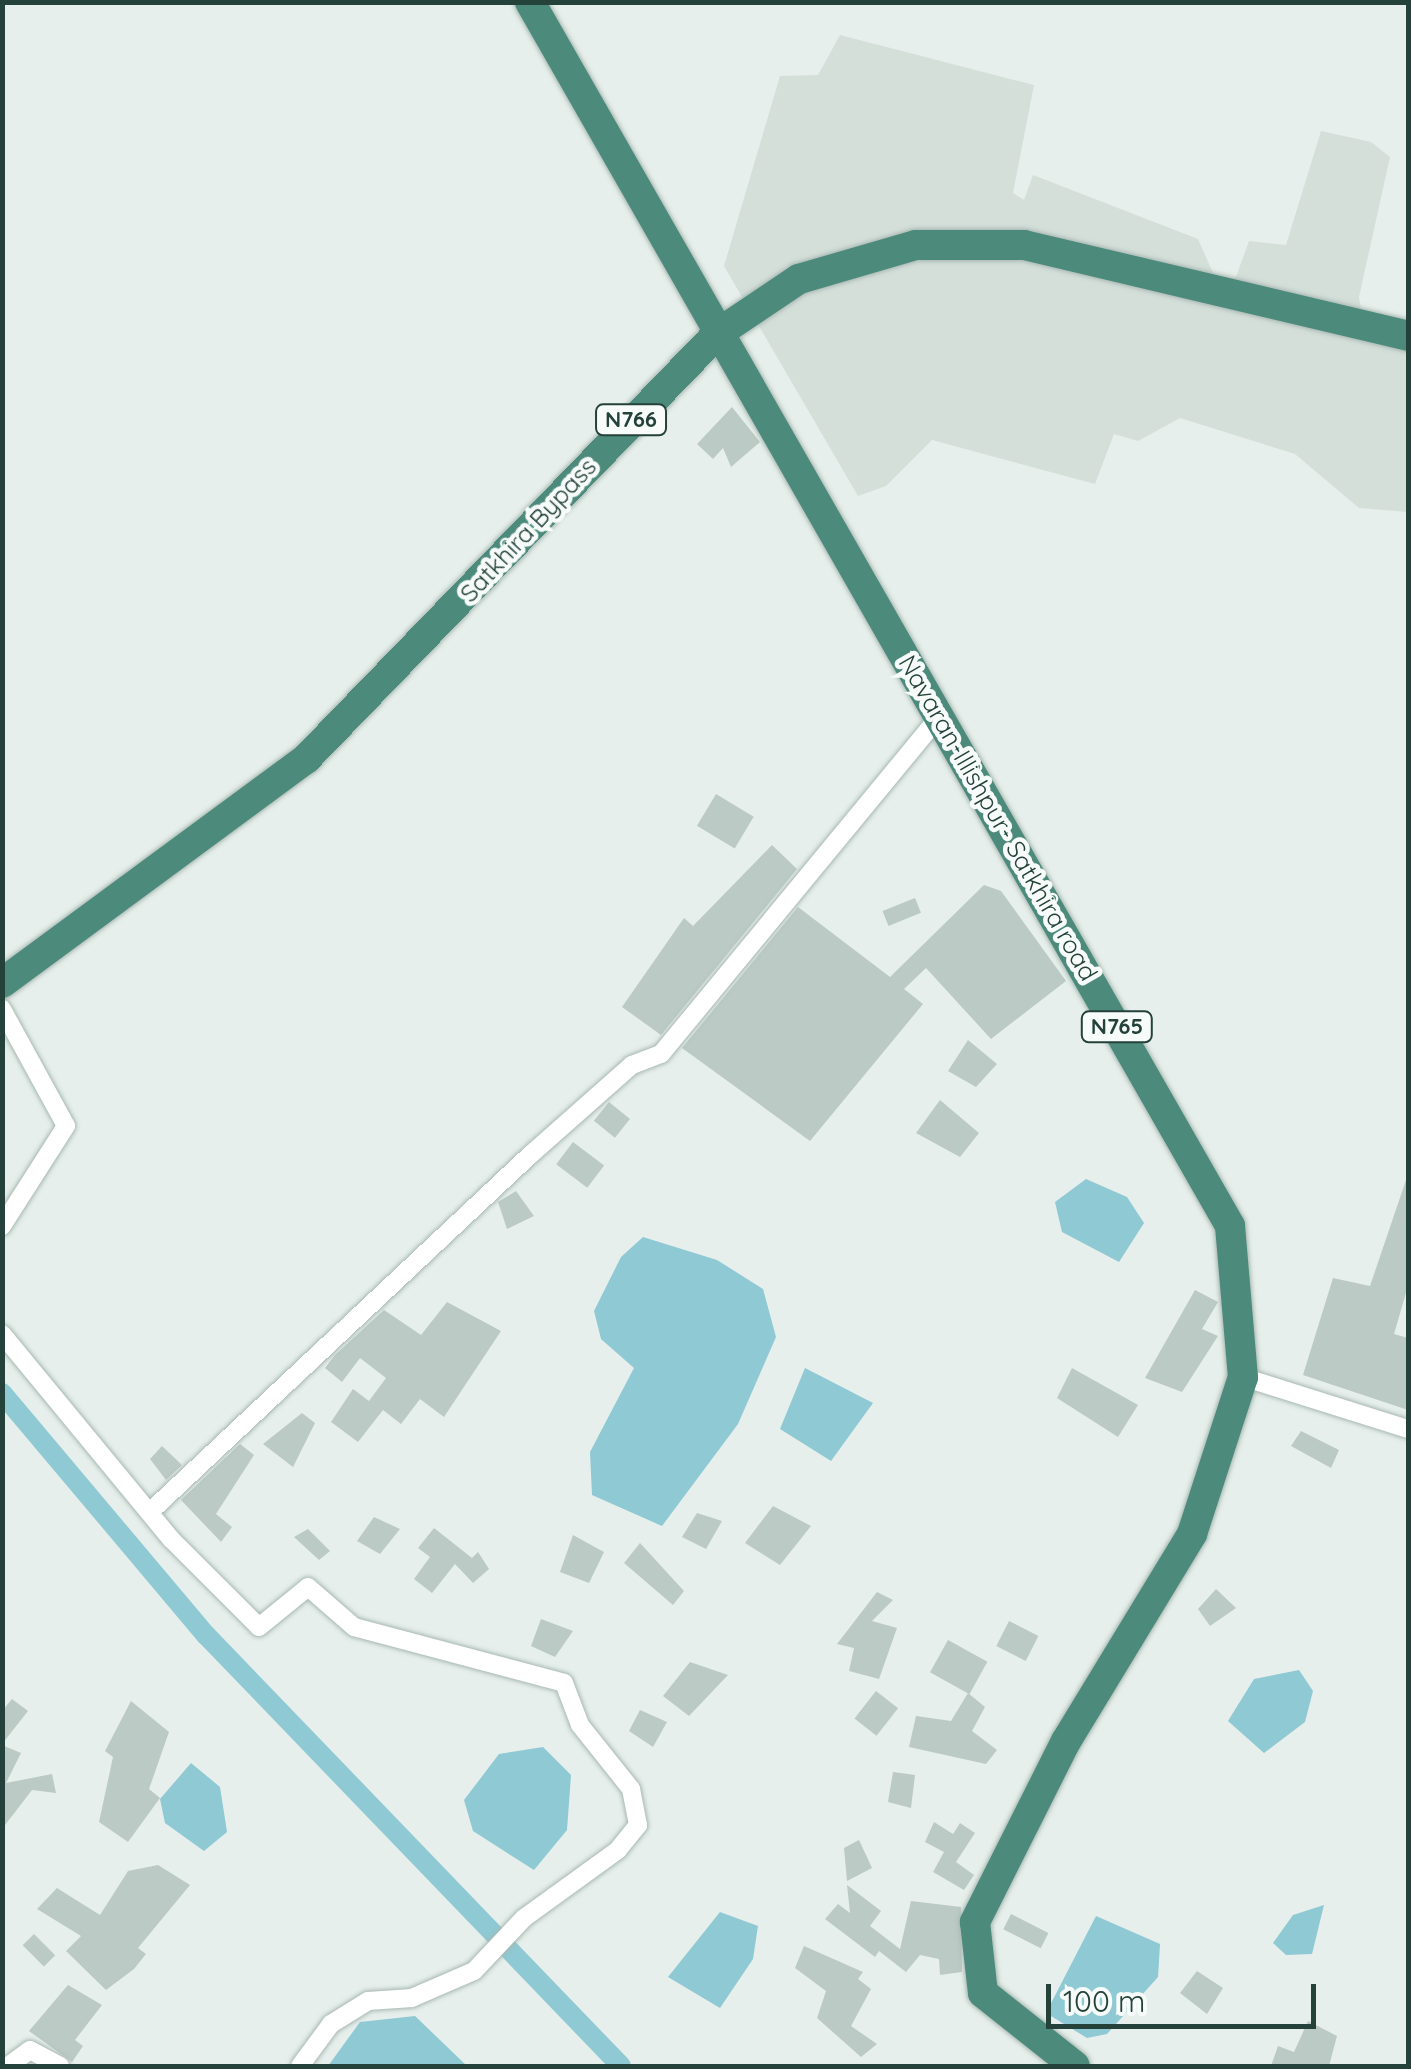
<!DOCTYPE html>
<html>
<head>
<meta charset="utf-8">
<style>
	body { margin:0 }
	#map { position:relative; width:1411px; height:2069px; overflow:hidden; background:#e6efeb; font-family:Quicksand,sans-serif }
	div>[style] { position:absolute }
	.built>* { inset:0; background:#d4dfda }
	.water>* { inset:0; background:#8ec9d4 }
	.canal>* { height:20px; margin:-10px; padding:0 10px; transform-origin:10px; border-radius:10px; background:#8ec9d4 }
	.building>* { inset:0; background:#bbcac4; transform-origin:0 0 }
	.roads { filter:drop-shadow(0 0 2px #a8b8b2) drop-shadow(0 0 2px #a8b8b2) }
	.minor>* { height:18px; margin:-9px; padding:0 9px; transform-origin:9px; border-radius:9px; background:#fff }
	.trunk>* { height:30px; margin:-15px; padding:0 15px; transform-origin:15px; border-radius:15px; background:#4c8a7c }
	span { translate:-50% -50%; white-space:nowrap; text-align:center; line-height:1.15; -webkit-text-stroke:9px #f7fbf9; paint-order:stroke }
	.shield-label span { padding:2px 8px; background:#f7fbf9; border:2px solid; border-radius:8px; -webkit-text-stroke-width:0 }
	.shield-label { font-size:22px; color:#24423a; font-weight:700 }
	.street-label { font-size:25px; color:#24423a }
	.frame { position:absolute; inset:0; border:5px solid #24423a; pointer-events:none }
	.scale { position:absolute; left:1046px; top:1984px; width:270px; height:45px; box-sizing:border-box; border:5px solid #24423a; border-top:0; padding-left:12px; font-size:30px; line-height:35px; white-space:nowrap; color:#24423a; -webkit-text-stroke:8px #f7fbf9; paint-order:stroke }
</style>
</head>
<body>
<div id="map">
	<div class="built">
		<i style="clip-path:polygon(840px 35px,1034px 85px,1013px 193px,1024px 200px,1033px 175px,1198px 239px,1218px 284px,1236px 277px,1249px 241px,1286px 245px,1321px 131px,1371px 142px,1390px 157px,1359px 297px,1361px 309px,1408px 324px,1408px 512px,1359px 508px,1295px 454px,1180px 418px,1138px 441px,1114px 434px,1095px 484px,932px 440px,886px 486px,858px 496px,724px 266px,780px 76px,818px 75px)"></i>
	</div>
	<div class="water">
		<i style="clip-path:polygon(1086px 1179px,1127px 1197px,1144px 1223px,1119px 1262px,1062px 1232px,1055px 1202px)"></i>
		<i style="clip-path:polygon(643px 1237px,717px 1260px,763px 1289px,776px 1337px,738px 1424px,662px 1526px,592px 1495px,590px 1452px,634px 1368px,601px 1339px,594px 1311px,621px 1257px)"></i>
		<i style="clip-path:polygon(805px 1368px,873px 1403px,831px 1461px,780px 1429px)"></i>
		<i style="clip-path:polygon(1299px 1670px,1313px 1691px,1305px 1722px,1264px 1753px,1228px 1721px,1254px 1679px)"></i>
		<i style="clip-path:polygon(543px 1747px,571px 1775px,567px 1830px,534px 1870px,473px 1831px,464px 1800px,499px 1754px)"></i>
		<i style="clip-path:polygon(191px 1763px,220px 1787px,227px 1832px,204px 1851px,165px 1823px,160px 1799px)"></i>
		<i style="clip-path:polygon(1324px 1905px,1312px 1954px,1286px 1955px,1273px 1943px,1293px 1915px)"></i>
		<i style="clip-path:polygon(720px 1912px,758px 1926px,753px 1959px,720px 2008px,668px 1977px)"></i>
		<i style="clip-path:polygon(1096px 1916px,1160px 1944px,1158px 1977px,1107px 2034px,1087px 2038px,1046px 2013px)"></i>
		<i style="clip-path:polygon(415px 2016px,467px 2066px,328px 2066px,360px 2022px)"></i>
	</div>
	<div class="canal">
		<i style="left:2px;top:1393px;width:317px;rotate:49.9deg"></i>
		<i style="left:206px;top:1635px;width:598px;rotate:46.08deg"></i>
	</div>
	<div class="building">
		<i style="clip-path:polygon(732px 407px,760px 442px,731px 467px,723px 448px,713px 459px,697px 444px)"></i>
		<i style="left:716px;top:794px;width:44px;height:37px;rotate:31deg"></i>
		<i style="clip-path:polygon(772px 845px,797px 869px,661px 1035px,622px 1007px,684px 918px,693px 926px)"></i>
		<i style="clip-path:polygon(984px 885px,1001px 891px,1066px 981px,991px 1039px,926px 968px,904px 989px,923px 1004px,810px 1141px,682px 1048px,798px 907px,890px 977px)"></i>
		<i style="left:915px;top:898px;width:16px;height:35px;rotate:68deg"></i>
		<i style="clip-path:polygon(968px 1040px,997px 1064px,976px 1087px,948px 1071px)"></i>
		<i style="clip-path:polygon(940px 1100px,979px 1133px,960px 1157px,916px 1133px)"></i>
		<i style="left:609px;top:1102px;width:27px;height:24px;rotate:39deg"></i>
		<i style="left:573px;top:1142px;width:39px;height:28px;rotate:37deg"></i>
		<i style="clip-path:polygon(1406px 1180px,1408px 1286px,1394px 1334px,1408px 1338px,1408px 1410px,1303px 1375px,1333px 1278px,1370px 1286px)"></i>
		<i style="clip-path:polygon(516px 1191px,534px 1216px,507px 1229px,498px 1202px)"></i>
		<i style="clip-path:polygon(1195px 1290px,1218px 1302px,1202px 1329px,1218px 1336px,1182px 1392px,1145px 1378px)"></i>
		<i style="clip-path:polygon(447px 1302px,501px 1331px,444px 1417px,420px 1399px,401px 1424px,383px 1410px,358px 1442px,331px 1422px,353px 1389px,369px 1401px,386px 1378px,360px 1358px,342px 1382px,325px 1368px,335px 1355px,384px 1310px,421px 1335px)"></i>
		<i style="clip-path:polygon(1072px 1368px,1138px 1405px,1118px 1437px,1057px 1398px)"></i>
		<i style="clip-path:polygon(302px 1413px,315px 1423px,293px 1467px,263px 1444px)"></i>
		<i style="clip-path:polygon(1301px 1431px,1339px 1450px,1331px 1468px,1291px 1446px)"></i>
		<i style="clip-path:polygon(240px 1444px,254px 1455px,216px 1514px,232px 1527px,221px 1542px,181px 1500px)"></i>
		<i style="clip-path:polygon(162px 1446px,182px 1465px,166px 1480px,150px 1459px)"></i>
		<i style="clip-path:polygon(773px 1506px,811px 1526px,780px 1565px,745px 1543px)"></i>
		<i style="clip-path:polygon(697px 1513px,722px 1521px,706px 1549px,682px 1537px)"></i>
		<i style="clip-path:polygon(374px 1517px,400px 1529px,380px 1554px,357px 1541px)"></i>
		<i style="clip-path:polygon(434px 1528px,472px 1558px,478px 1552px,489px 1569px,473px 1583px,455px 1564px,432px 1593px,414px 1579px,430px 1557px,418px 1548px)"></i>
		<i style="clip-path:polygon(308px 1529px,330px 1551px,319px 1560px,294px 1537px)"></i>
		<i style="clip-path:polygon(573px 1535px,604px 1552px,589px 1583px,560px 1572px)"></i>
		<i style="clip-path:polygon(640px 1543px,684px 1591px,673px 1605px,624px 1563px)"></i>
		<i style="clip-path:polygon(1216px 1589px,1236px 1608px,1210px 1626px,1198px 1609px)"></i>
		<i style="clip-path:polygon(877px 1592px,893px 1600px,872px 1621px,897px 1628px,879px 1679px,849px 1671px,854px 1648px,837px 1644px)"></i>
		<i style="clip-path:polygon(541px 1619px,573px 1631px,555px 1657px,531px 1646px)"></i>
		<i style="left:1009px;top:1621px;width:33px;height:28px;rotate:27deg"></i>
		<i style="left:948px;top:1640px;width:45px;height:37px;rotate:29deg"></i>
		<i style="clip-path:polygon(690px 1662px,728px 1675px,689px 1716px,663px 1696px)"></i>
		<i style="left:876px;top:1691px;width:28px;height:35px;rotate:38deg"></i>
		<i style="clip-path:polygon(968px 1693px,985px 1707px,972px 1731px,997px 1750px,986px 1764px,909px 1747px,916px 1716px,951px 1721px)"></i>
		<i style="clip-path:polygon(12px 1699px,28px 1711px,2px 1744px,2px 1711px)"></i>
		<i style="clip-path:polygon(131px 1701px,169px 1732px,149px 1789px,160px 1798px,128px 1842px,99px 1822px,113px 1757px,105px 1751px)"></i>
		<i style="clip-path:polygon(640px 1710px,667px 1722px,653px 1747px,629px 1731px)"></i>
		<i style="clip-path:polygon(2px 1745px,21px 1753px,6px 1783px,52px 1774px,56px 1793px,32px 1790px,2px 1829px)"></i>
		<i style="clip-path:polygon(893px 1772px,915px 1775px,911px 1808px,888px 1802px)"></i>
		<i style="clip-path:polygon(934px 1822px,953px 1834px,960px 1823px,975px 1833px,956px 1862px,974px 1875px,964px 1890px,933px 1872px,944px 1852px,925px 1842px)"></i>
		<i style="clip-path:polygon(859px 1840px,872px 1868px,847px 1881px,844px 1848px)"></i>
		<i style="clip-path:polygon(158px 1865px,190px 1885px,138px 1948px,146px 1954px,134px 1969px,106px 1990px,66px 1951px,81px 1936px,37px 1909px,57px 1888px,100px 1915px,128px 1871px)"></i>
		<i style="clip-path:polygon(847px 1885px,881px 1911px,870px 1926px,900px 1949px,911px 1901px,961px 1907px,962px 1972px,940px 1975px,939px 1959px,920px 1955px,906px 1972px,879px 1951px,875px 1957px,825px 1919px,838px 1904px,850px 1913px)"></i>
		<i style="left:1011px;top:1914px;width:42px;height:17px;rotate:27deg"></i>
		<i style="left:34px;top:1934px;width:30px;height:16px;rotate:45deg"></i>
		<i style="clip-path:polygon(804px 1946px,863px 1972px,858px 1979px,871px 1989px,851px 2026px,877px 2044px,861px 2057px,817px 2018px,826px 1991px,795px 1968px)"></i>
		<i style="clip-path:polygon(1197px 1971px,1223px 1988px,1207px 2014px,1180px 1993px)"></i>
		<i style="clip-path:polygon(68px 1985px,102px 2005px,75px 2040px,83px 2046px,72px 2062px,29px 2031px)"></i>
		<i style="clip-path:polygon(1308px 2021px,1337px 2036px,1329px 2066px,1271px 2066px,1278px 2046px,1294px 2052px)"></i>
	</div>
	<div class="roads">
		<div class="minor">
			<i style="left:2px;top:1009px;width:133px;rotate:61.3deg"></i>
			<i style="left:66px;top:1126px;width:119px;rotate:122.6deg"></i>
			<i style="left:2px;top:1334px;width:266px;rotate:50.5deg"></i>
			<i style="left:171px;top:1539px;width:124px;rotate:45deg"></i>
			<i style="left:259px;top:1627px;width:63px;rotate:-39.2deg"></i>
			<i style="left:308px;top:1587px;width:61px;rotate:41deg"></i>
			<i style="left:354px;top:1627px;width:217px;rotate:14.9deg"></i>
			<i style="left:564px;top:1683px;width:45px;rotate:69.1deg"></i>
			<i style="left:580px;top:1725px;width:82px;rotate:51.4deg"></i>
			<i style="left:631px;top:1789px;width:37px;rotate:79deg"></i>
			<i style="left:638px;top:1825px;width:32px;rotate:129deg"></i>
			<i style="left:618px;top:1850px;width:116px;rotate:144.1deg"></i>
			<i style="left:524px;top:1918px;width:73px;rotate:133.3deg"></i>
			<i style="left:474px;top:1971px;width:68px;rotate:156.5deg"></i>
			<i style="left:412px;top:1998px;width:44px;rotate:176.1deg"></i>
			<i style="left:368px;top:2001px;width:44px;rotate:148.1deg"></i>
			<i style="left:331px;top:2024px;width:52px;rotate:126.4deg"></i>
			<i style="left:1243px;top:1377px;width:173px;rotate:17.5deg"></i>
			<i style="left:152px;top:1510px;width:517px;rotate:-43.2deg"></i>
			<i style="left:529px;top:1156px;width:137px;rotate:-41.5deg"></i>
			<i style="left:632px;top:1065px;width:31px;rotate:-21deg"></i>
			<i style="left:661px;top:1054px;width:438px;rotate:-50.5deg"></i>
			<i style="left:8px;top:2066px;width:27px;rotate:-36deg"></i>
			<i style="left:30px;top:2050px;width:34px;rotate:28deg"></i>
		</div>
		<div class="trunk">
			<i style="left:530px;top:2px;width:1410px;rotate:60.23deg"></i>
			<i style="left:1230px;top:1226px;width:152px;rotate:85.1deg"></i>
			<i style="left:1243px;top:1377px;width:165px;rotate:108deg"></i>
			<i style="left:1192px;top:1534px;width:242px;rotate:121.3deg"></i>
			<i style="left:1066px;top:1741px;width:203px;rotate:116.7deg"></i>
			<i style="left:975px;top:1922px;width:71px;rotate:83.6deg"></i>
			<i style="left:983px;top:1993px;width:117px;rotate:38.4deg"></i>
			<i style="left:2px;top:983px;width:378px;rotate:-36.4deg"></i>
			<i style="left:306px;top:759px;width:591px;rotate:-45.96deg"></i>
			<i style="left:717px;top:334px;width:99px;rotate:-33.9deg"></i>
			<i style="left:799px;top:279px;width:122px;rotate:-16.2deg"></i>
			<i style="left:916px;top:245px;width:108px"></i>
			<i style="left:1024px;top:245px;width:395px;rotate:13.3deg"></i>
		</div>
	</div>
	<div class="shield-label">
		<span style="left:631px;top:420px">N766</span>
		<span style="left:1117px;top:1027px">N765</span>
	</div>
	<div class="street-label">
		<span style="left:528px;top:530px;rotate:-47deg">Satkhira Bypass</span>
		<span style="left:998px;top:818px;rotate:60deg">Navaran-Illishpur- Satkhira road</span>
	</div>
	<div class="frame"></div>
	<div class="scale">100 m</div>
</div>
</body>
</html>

_ _ _

• WORK TO BE COMPLETED: Reproduce, exactly as they stand in the data above, the lines from the one that holds "height:20px; margin:-10px; padding:0" to the one that holds "filter:drop-shadow(0 0 2px", inclusive.

• YOUR RESPONSE:
	.canal>* { height:20px; margin:-10px; padding:0 10px; transform-origin:10px; border-radius:10px; background:#8ec9d4 }
	.building>* { inset:0; background:#bbcac4; transform-origin:0 0 }
	.roads { filter:drop-shadow(0 0 2px #a8b8b2) drop-shadow(0 0 2px #a8b8b2) }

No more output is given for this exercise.